Second, the Special Fund is a distinct legal entity with the power to sue and be sued. While the Funding Commission manages the fund, the Special Fund provides legal representation, maintains records, and oversees the liabilities of the fund. It is created by Kentucky law and attached to the Department of Workplace Standards for administrative purposes. Id. §§ 342.120(1), 336.020. If an employee receives benefits from the Special Fund but then recovers from a third party, the Special Fund (not the Kentucky Attorney General) may by civil action recover at least a portion of the amount it originally paid. Id. § 342.700(1). The Funding Commission also has the power to sue. Id. § 342.1223(3)(a). In this case, the Special Fund sought reimbursement by intervention in plaintiffs’ lawsuit. Clearly, it has the capacity to pursue its subrogation claims in court.

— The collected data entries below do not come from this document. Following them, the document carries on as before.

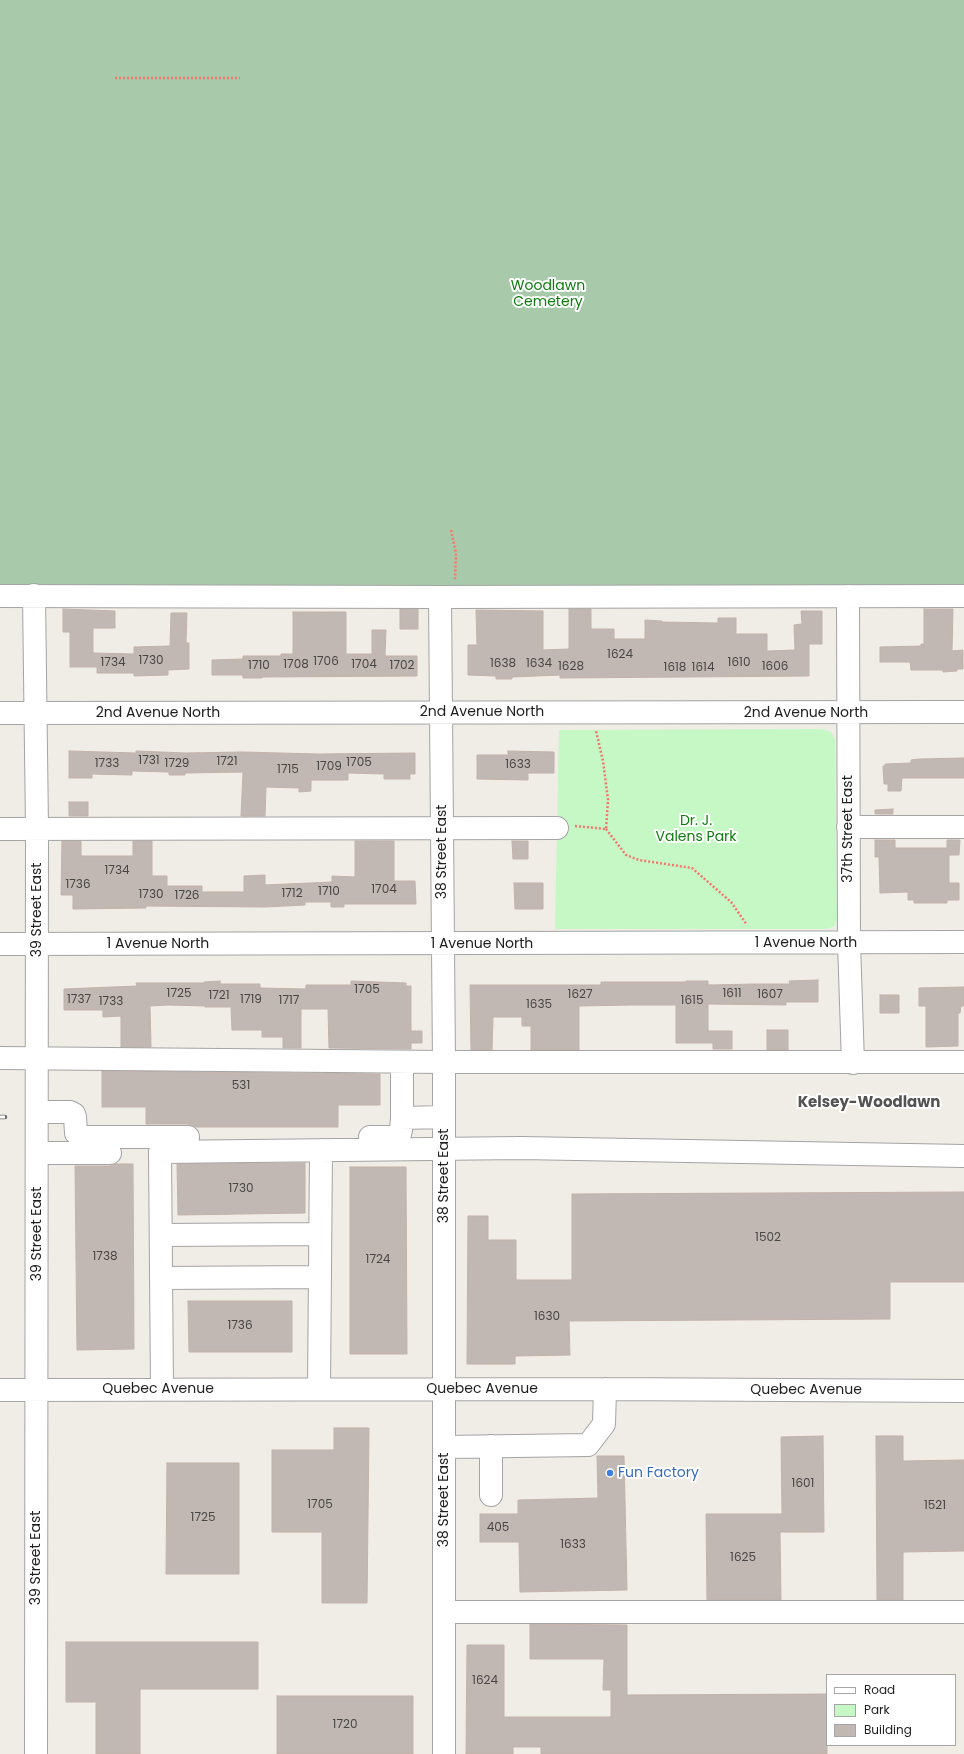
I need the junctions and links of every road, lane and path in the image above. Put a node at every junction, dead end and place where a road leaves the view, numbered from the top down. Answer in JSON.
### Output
{"nodes":[{"id":1,"x":115,"y":78,"type":"dead end"},
{"id":2,"x":240,"y":78,"type":"dead end"},
{"id":3,"x":451,"y":530,"type":"dead end"},
{"id":4,"x":34,"y":595,"type":"junction"},
{"id":5,"x":0,"y":596,"type":"edge"},
{"id":6,"x":848,"y":596,"type":"junction"},
{"id":7,"x":964,"y":596,"type":"edge"},
{"id":8,"x":448,"y":597,"type":"junction"},
{"id":9,"x":441,"y":712,"type":"junction"},
{"id":10,"x":964,"y":712,"type":"edge"},
{"id":11,"x":0,"y":713,"type":"edge"},
{"id":12,"x":36,"y":713,"type":"junction"},
{"id":13,"x":847,"y":713,"type":"junction"},
{"id":14,"x":595,"y":727,"type":"dead end"},
{"id":15,"x":848,"y":827,"type":"junction"},
{"id":16,"x":964,"y":827,"type":"edge"},
{"id":17,"x":0,"y":828,"type":"edge"},
{"id":18,"x":37,"y":828,"type":"junction"},
{"id":19,"x":442,"y":828,"type":"junction"},
{"id":20,"x":557,"y":828,"type":"joint"},
{"id":21,"x":606,"y":830,"type":"junction"},
{"id":22,"x":751,"y":931,"type":"dead end"},
{"id":23,"x":964,"y":942,"type":"edge"},
{"id":24,"x":0,"y":944,"type":"edge"},
{"id":25,"x":36,"y":944,"type":"junction"},
{"id":26,"x":442,"y":944,"type":"junction"},
{"id":27,"x":849,"y":944,"type":"junction"},
{"id":28,"x":0,"y":1058,"type":"edge"},
{"id":29,"x":37,"y":1058,"type":"junction"},
{"id":30,"x":402,"y":1062,"type":"junction"},
{"id":31,"x":444,"y":1062,"type":"junction"},
{"id":32,"x":853,"y":1062,"type":"junction"},
{"id":33,"x":964,"y":1062,"type":"edge"},
{"id":34,"x":37,"y":1112,"type":"junction"},
{"id":35,"x":443,"y":1117,"type":"junction"},
{"id":36,"x":402,"y":1118,"type":"junction"},
{"id":37,"x":443,"y":1148,"type":"junction"},
{"id":38,"x":321,"y":1150,"type":"junction"},
{"id":39,"x":160,"y":1152,"type":"junction"},
{"id":40,"x":37,"y":1153,"type":"junction"},
{"id":41,"x":964,"y":1156,"type":"edge"},
{"id":42,"x":161,"y":1234,"type":"junction"},
{"id":43,"x":320,"y":1234,"type":"junction"},
{"id":44,"x":320,"y":1277,"type":"junction"},
{"id":45,"x":161,"y":1278,"type":"junction"},
{"id":46,"x":162,"y":1389,"type":"junction"},
{"id":47,"x":319,"y":1389,"type":"junction"},
{"id":48,"x":444,"y":1389,"type":"junction"},
{"id":49,"x":605,"y":1389,"type":"junction"},
{"id":50,"x":0,"y":1390,"type":"edge"},
{"id":51,"x":36,"y":1390,"type":"junction"},
{"id":52,"x":964,"y":1391,"type":"edge"},
{"id":53,"x":491,"y":1446,"type":"junction"},
{"id":54,"x":444,"y":1447,"type":"junction"},
{"id":55,"x":491,"y":1495,"type":"dead end"},
{"id":56,"x":444,"y":1612,"type":"junction"},
{"id":57,"x":964,"y":1612,"type":"edge"},
{"id":58,"x":36,"y":1754,"type":"edge"},
{"id":59,"x":444,"y":1754,"type":"edge"}],
"edges":[{"from":1,"to":2,"type":"path"},
{"from":3,"to":8,"type":"path"},
{"from":4,"to":5,"type":"street"},
{"from":4,"to":8,"type":"street"},
{"from":4,"to":12,"type":"street","name":"39 Street East"},
{"from":6,"to":7,"type":"street"},
{"from":6,"to":8,"type":"street"},
{"from":6,"to":13,"type":"street","name":"37th Street East"},
{"from":8,"to":9,"type":"street","name":"38 Street East"},
{"from":9,"to":12,"type":"street","name":"2nd Avenue North"},
{"from":9,"to":13,"type":"street","name":"2nd Avenue North"},
{"from":9,"to":19,"type":"street","name":"38 Street East"},
{"from":10,"to":13,"type":"street","name":"2nd Avenue North"},
{"from":11,"to":12,"type":"street","name":"2nd Avenue North"},
{"from":12,"to":18,"type":"street","name":"39 Street East"},
{"from":13,"to":15,"type":"street","name":"37th Street East"},
{"from":14,"to":21,"type":"path"},
{"from":15,"to":16,"type":"street"},
{"from":15,"to":27,"type":"street","name":"37th Street East"},
{"from":17,"to":18,"type":"street"},
{"from":18,"to":19,"type":"street"},
{"from":18,"to":25,"type":"street","name":"39 Street East"},
{"from":19,"to":20,"type":"street"},
{"from":19,"to":26,"type":"street","name":"38 Street East"},
{"from":20,"to":21,"type":"path"},
{"from":21,"to":22,"type":"path"},
{"from":23,"to":27,"type":"street","name":"1 Avenue North"},
{"from":24,"to":25,"type":"street","name":"1 Avenue North"},
{"from":25,"to":26,"type":"street","name":"1 Avenue North"},
{"from":25,"to":29,"type":"street","name":"39 Street East"},
{"from":26,"to":27,"type":"street","name":"1 Avenue North"},
{"from":26,"to":31,"type":"street","name":"38 Street East"},
{"from":27,"to":32,"type":"street","name":"37th Street East"},
{"from":28,"to":29,"type":"street"},
{"from":29,"to":30,"type":"street"},
{"from":29,"to":34,"type":"street","name":"39 Street East"},
{"from":30,"to":31,"type":"street"},
{"from":30,"to":36,"type":"street"},
{"from":31,"to":32,"type":"street"},
{"from":31,"to":35,"type":"street","name":"38 Street East"},
{"from":32,"to":33,"type":"street"},
{"from":34,"to":36,"type":"street"},
{"from":34,"to":40,"type":"street","name":"39 Street East"},
{"from":35,"to":36,"type":"street"},
{"from":35,"to":37,"type":"street","name":"38 Street East"},
{"from":37,"to":38,"type":"street"},
{"from":37,"to":41,"type":"street"},
{"from":37,"to":48,"type":"street","name":"38 Street East"},
{"from":38,"to":39,"type":"street"},
{"from":38,"to":43,"type":"street"},
{"from":39,"to":40,"type":"street"},
{"from":39,"to":42,"type":"street"},
{"from":40,"to":51,"type":"street","name":"39 Street East"},
{"from":42,"to":43,"type":"street"},
{"from":42,"to":45,"type":"street"},
{"from":43,"to":44,"type":"street"},
{"from":44,"to":45,"type":"street"},
{"from":44,"to":47,"type":"street"},
{"from":45,"to":46,"type":"street"},
{"from":46,"to":47,"type":"street","name":"Quebec Avenue"},
{"from":46,"to":51,"type":"street","name":"Quebec Avenue"},
{"from":47,"to":48,"type":"street","name":"Quebec Avenue"},
{"from":48,"to":49,"type":"street","name":"Quebec Avenue"},
{"from":48,"to":54,"type":"street","name":"38 Street East"},
{"from":49,"to":52,"type":"street","name":"Quebec Avenue"},
{"from":49,"to":53,"type":"street"},
{"from":50,"to":51,"type":"street","name":"Quebec Avenue"},
{"from":51,"to":58,"type":"street","name":"39 Street East"},
{"from":53,"to":54,"type":"street"},
{"from":53,"to":55,"type":"street"},
{"from":54,"to":56,"type":"street","name":"38 Street East"},
{"from":56,"to":57,"type":"street"},
{"from":56,"to":59,"type":"street","name":"38 Street East"}]}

Third, the Special Fund engages in proprietary functions not government functions. The Special Fund is designed to encourage the hiring of disabled workers by limiting employer liability and spreading the risk associated with hiring disabled workers. Beale v. Faultless Hardware, 837 S.W.2d 893, 897 (Ky.1992); A & K Coal Co. v. Blankenship, 708 S.W.2d 638, 639 (Ky.1986). These are certainly governmental objectives in a broad sense, but whether an entity serves broad public goals or purposes is not the relevant question to determine whether it is independent from the state. Certainly every state-created entity will serve some public purpose. Otherwise, the state would not have created it. Instead, the court must examine what the entity is actually doing and determine if that function is a governmental function or a proprietary function. See Hall, 742 F.2d at 305. Here, the Special Fund provides its own legal representation for subrogation claims, manages the monies in the fund, and provides supplemental insurance. See Ky.Rev.Stat. § 342.120(1). When examined individually, the provision of legal services, money management, and insurance are more properly categorized as classic proprietary functions.

Fourth, no Kentucky court has found the Special Fund to be an arm or alter ego of the Commonwealth. In Wagoner v. Cansler, 542 S.W.2d 291, 291 (Ky.1976), the Special Fund appealed the grant of workers’ compensation benefits to a group of claimants; the appeal was denied. The claimants moved for imposition of a statutory penalty and the Special Fund denied liability arguing that it was an “instrumentality of the Commonwealth of Kentucky” exempt from the penalty provisions due to sovereign immunity. Id. The Kentucky Supreme Court held that “[w]ith this argument the trial court did not agree, and neither do we,” and ordered the Special Fund to pay the penalty. Id. Contrary to the majority’s reading of the case, the Kentucky Supreme Court did not regard the Special Fund as an arm of the Commonwealth entitled to sovereign immunity. Moreover, the Special Fund has been an intervening plaintiff in numerous federal cases, none of which questioned the court’s diversity jurisdiction. See, e.g., Brock v. Caterpillar, Inc., 94 F.3d 220, 222 (6th Cir.1996); Bowling v. General Motors Corp., 70 F.3d 1271, No. 94-6061, 1995 WL 704230, at *1 (6th Cir. Nov. 29, 1995) (unpublished).

Balancing the numerous factors from prior cases, including the connection between the Special Fund and the Kentucky treasury as well as the Special Fund’s autonomous power, clearly the Special Fund is a political subdivision not an arm or alter ego of the Commonwealth. Therefore, the district court erred in finding that the Special Fund was not a “citizen” under 28 U.S.C. § 1332. The Special Fund should have been allowed to intervene and the case should continue in the district court with the Special Fund as a party. 
      
      . We note that on this appeal the brief of the Special Fund provided us with no guidance on how this issue should be resolved.
     
      
      . Other courts have applied the Eleventh Amendment alter ego analysis to diversity situations. See Tradigrain, Inc. v. Mississippi State Port Authority, 701 F.2d 1131, 1132 (5th Cir.l 983) (stating that the two analyses are “virtually identical”). But see University of Tennessee v. United States Fidelity & Guaranty Co., 670 F.Supp. 1379, 1386 (E.D.Tenn.1987).